Priest: Modern vice.
Woman: How charming! I read the last one--it was lovely.
Priest: Unless you have a ticket you'll never be able to get in.
Woman: But I must get in. I'll come to the vestry door, if there is a vestry door at St. Bede's.
Priest: It's impossible. You've no idea of the crush. And I've no favourites.
Woman: Oh yes, you have! You have me.
Priest: In my church, fashionable women must take their chance with the rest.
Woman: How horrid you are.
Priest: Perhaps. I may tell you, Miss Cohenson, that I've seen two duchesses standing at the back of the aisle of St. Bede's, and glad to be.
Woman: But I shan't flatter you by standing at the back of your aisle, and you needn't think it. Haven't I given you a box before now?
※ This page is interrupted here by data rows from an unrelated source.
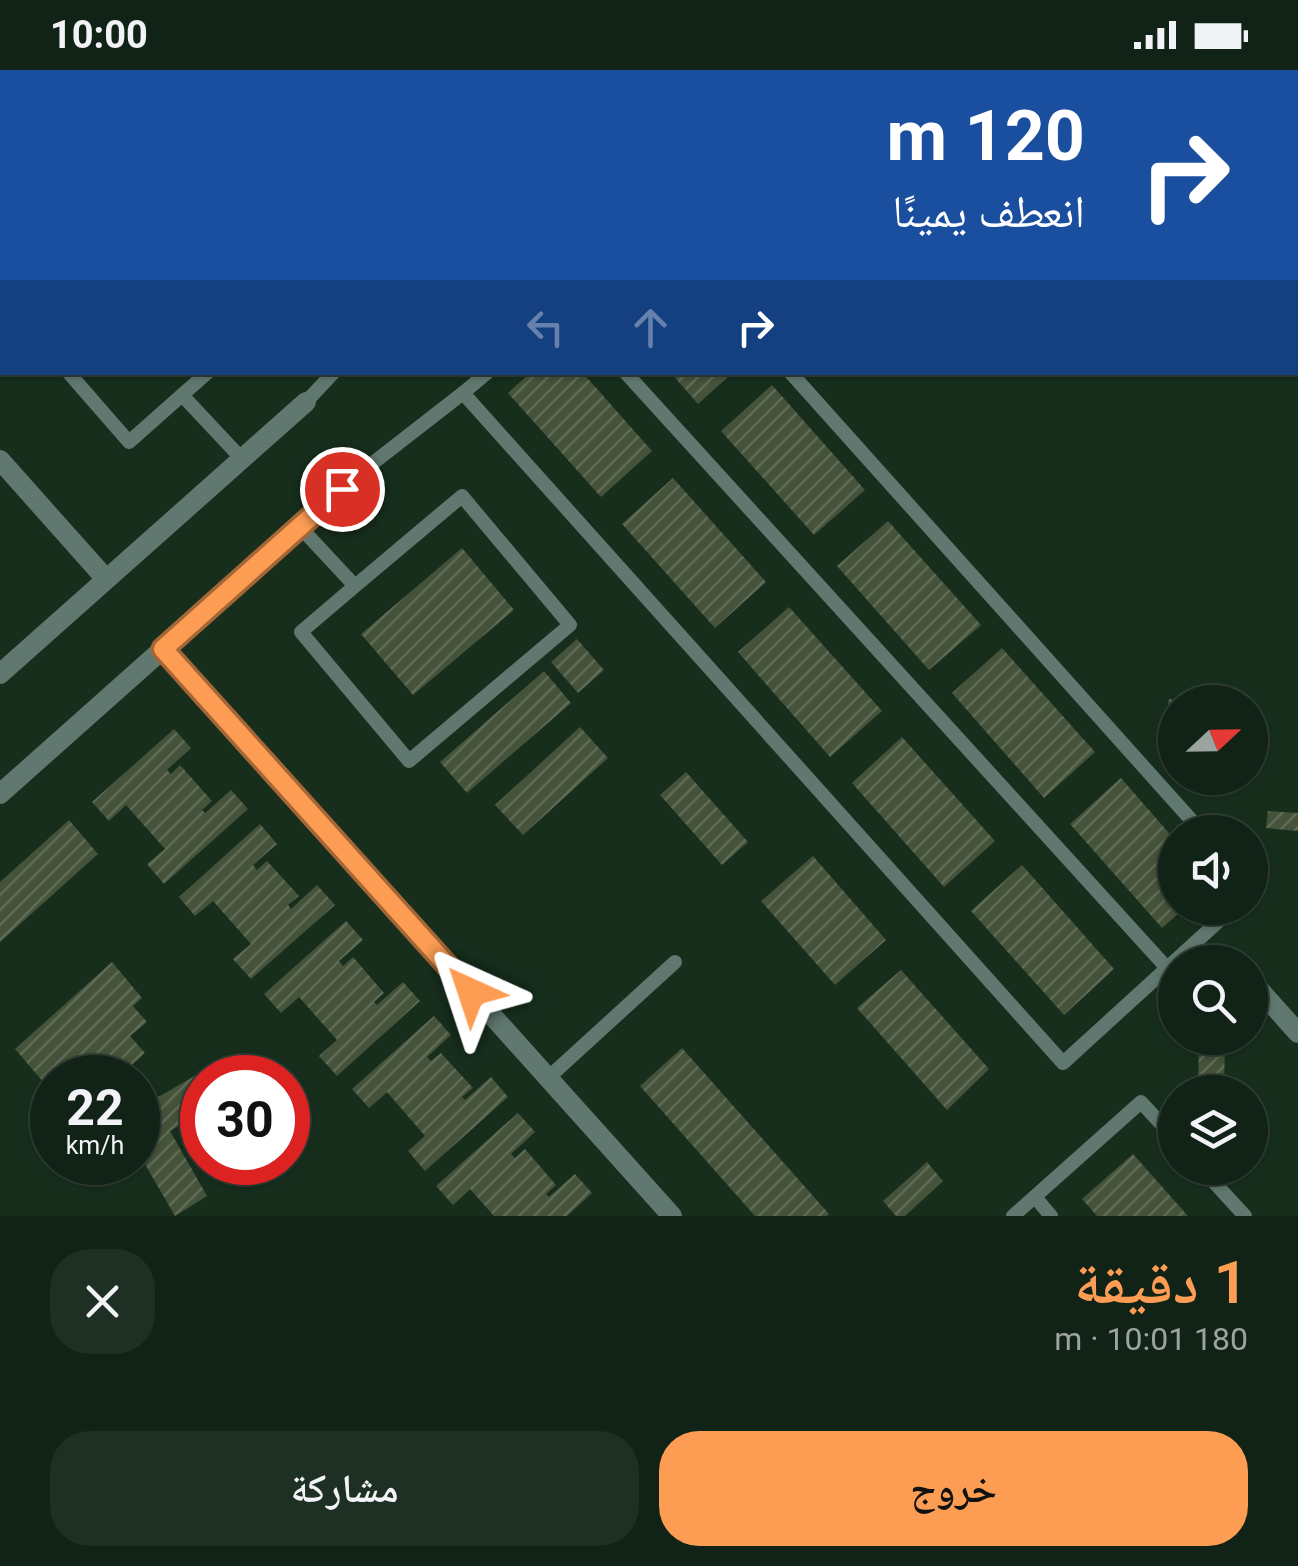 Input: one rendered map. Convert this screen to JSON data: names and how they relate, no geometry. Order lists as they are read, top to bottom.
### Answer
{
  "north": "right",
  "page": {
    "status": "10:00",
    "turn": ["120 m", "انعطف يمينًا"],
    "speed": "22 km/h",
    "limit": "30",
    "heading": ["1 دقيقة", "180 m · 10:01"],
    "buttons": ["خروج", "مشاركة"]
  }
} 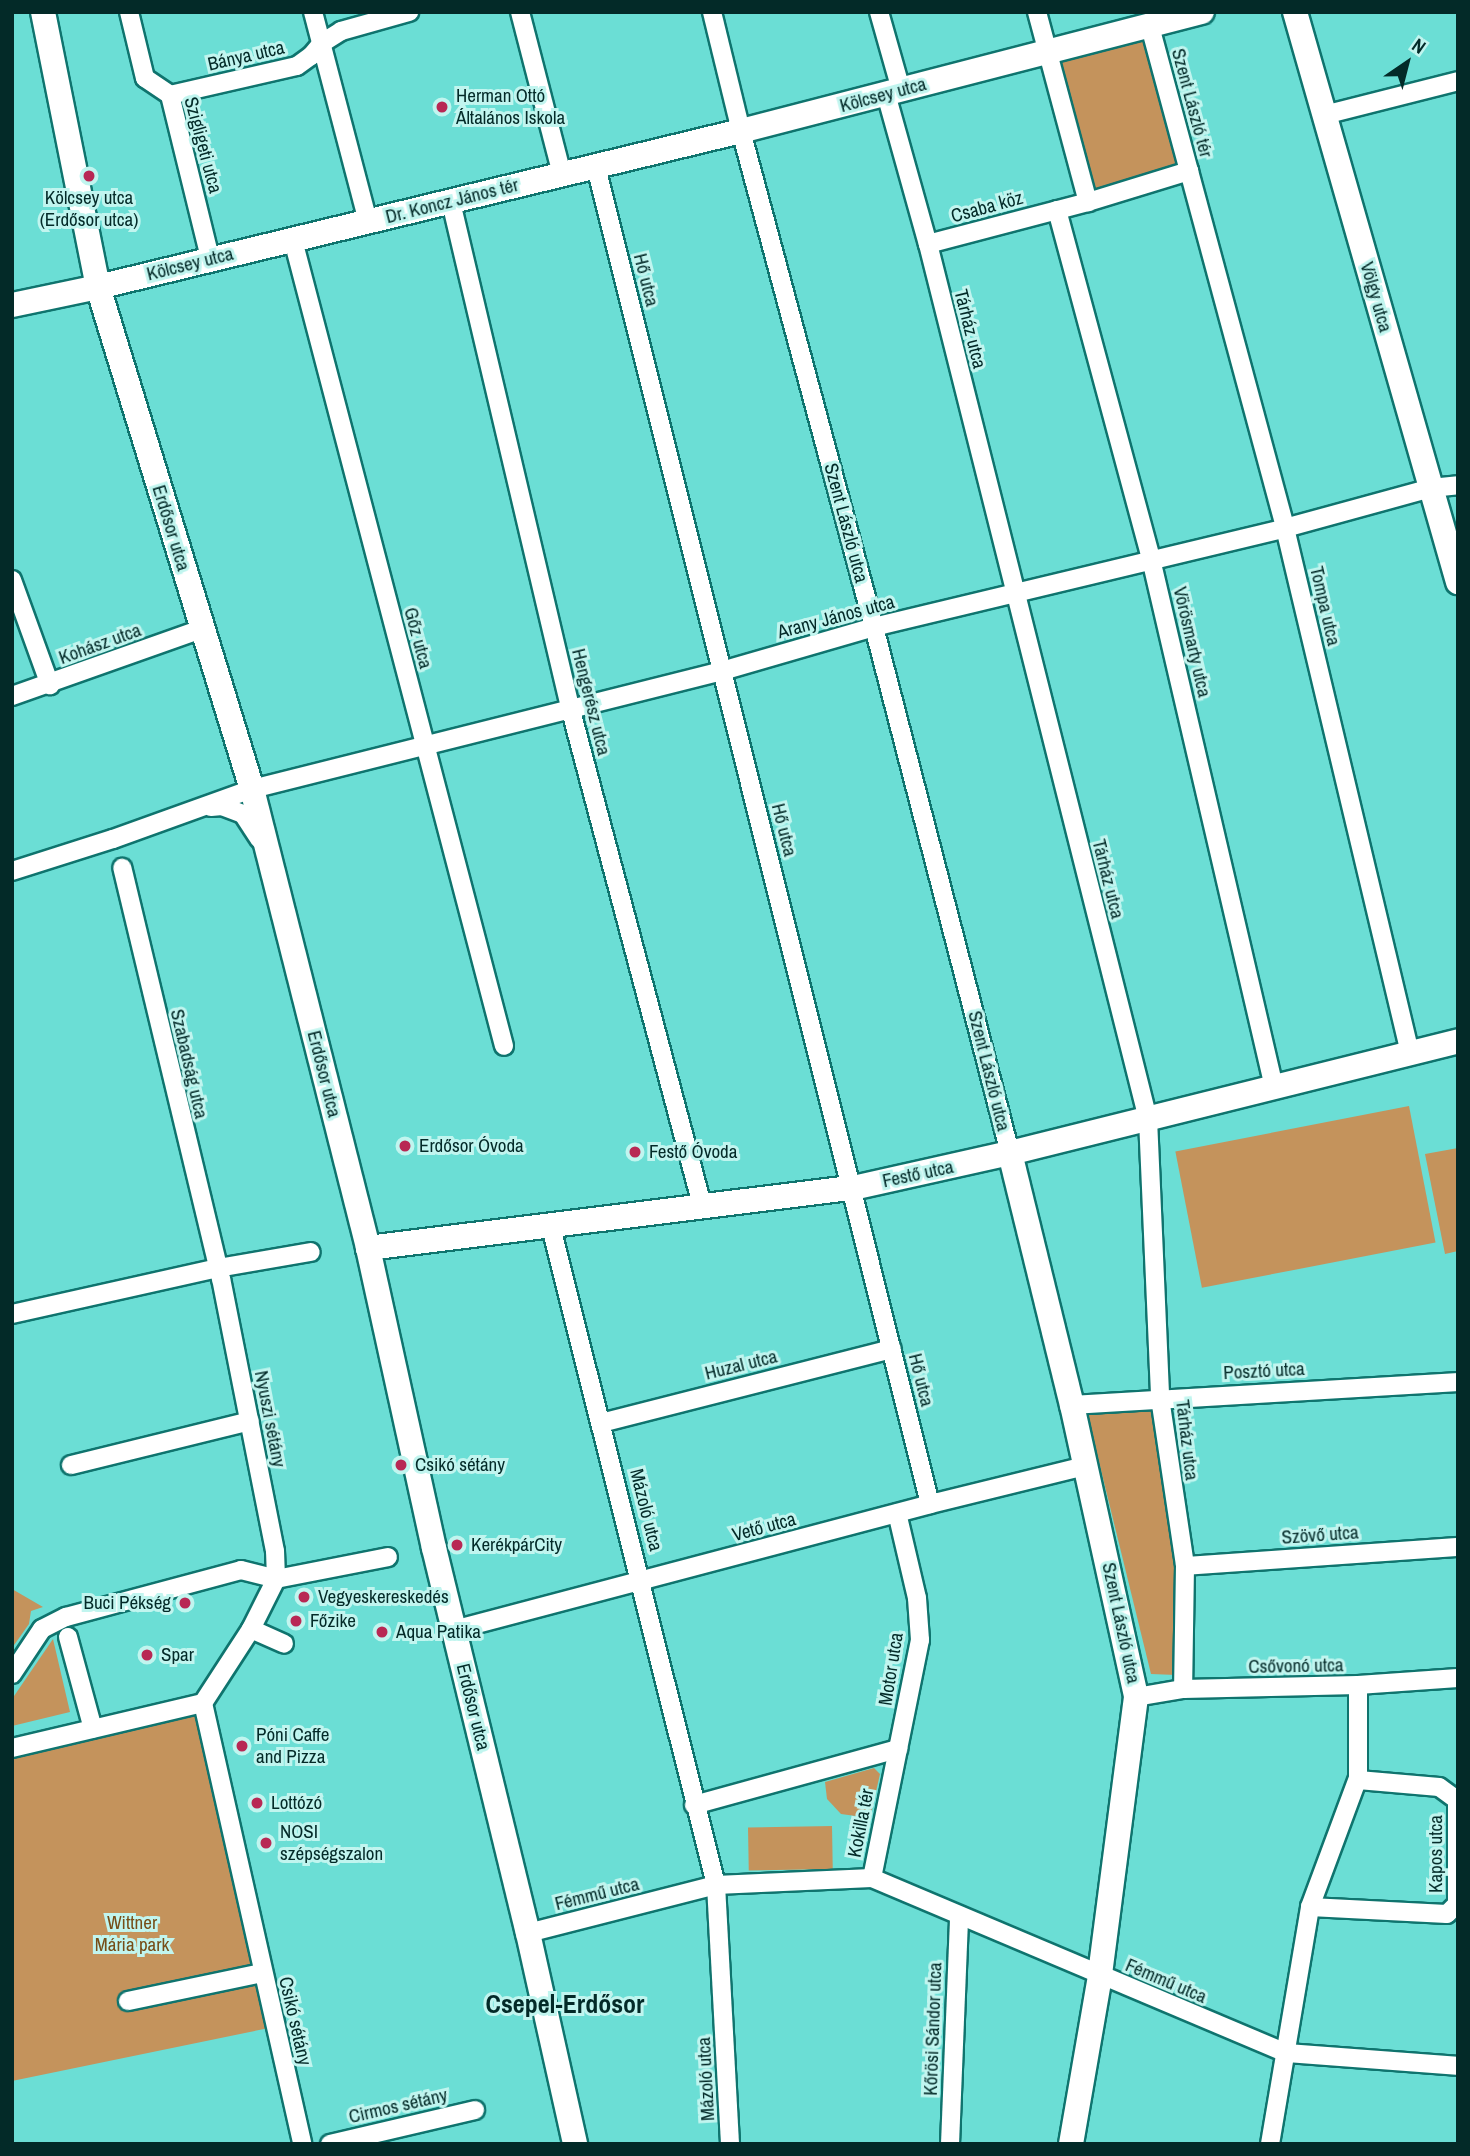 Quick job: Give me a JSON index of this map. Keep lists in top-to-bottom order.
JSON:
{
  "streets": {
    "street": [
      "Bánya utca",
      "Kölcsey utca",
      "Szent László tér",
      "Szigligeti utca",
      "Dr. Koncz János tér",
      "Csaba köz",
      "Hő utca",
      "Völgy utca",
      "Tárház utca",
      "Szent László utca",
      "Erdősor utca",
      "Tompa utca",
      "Arany János utca",
      "Gőz utca",
      "Vörösmarty utca",
      "Kohász utca",
      "Hengerész utca",
      "Szabadság utca",
      "Festő utca",
      "Huzal utca",
      "Posztó utca",
      "Nyuszi sétány",
      "Mázoló utca",
      "Vető utca",
      "Szövő utca",
      "Csővonó utca",
      "Motor utca",
      "Kokilla tér",
      "Kapos utca",
      "Fémmű utca",
      "Csikó sétány",
      "Kőrösi Sándor utca",
      "Cirmos sétány"
    ]
  },
  "crossings": [
    ["Bánya utca", "Szigligeti utca"],
    ["Bánya utca", "Dr. Koncz János tér"],
    ["Kölcsey utca", "Szent László tér"],
    ["Kölcsey utca", "Szigligeti utca"],
    ["Kölcsey utca", "Dr. Koncz János tér"],
    ["Kölcsey utca", "Hő utca"],
    ["Kölcsey utca", "Tárház utca"],
    ["Kölcsey utca", "Szent László utca"],
    ["Kölcsey utca", "Erdősor utca"],
    ["Kölcsey utca", "Gőz utca"],
    ["Szent László tér", "Csaba köz"],
    ["Szent László tér", "Tompa utca"],
    ["Szent László tér", "Vörösmarty utca"],
    ["Dr. Koncz János tér", "Hengerész utca"],
    ["Csaba köz", "Tárház utca"],
    ["Csaba köz", "Vörösmarty utca"],
    ["Hő utca", "Arany János utca"],
    ["Hő utca", "Festő utca"],
    ["Hő utca", "Huzal utca"],
    ["Hő utca", "Vető utca"],
    ["Völgy utca", "Arany János utca"],
    ["Tárház utca", "Arany János utca"],
    ["Tárház utca", "Festő utca"],
    ["Tárház utca", "Posztó utca"],
    ["Tárház utca", "Szövő utca"],
    ["Tárház utca", "Csővonó utca"],
    ["Szent László utca", "Arany János utca"],
    ["Szent László utca", "Festő utca"],
    ["Szent László utca", "Posztó utca"],
    ["Szent László utca", "Vető utca"],
    ["Szent László utca", "Csővonó utca"],
    ["Szent László utca", "Fémmű utca"],
    ["Erdősor utca", "Arany János utca"],
    ["Erdősor utca", "Kohász utca"],
    ["Erdősor utca", "Festő utca"],
    ["Erdősor utca", "Vető utca"],
    ["Erdősor utca", "Fémmű utca"],
    ["Tompa utca", "Arany János utca"],
    ["Tompa utca", "Festő utca"],
    ["Arany János utca", "Gőz utca"],
    ["Arany János utca", "Vörösmarty utca"],
    ["Arany János utca", "Hengerész utca"],
    ["Vörösmarty utca", "Festő utca"],
    ["Hengerész utca", "Festő utca"],
    ["Szabadság utca", "Nyuszi sétány"],
    ["Festő utca", "Mázoló utca"],
    ["Huzal utca", "Mázoló utca"],
    ["Mázoló utca", "Vető utca"],
    ["Mázoló utca", "Kokilla tér"],
    ["Mázoló utca", "Fémmű utca"],
    ["Vető utca", "Motor utca"],
    ["Motor utca", "Kokilla tér"],
    ["Kokilla tér", "Fémmű utca"],
    ["Fémmű utca", "Kőrösi Sándor utca"]
  ],
  "districts": ["Csepel-Erdősor"],
  "parks": ["Wittner Mária park"],
  "places": [
    "Herman Ottó Általános Iskola",
    "Kölcsey utca (Erdősor utca)",
    "Erdősor Óvoda",
    "Festő Óvoda",
    "Csikó sétány",
    "KerékpárCity",
    "Vegyeskereskedés",
    "Buci Pékség",
    "Főzike",
    "Aqua Patika",
    "Spar",
    "Póni Caffe and Pizza",
    "Lottózó",
    "NOSI szépségszalon"
  ],
  "north": "top right"
}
Priest: I only accepted the box as a matter of duty; it is part of my duty to go everywhere.
Man: Come with me, Miss Cohenson. I've got two tickets for the Record.
Woman: Oh, so you do send seats to the press?
Priest: The press is different. Waiter, bring me half a bottle of Heidsieck.
Waiter: Half a bottle of Heidsieck? Yes, sir.
Woman: Heidsieck. Well, I like that. We're dieting.
Priest: I don't like Heidsieck. But I'm dieting too. It's my doctor's orders. Every night before retiring. It appears that my system needs it. Maria Lady Rowndell insists on giving me a hundred a year to pay for it. It is her own beautiful way of helping the good cause. Ice, please, waiter. I've just been seeing her to-night. She's staying here for the season. Saves her a lot of trouble. She's very much cut up about the death of Priam Farll, poor thing! So artistic, you know! The late Lord Rowndell had what is supposed to be the finest lot of Farlls in England.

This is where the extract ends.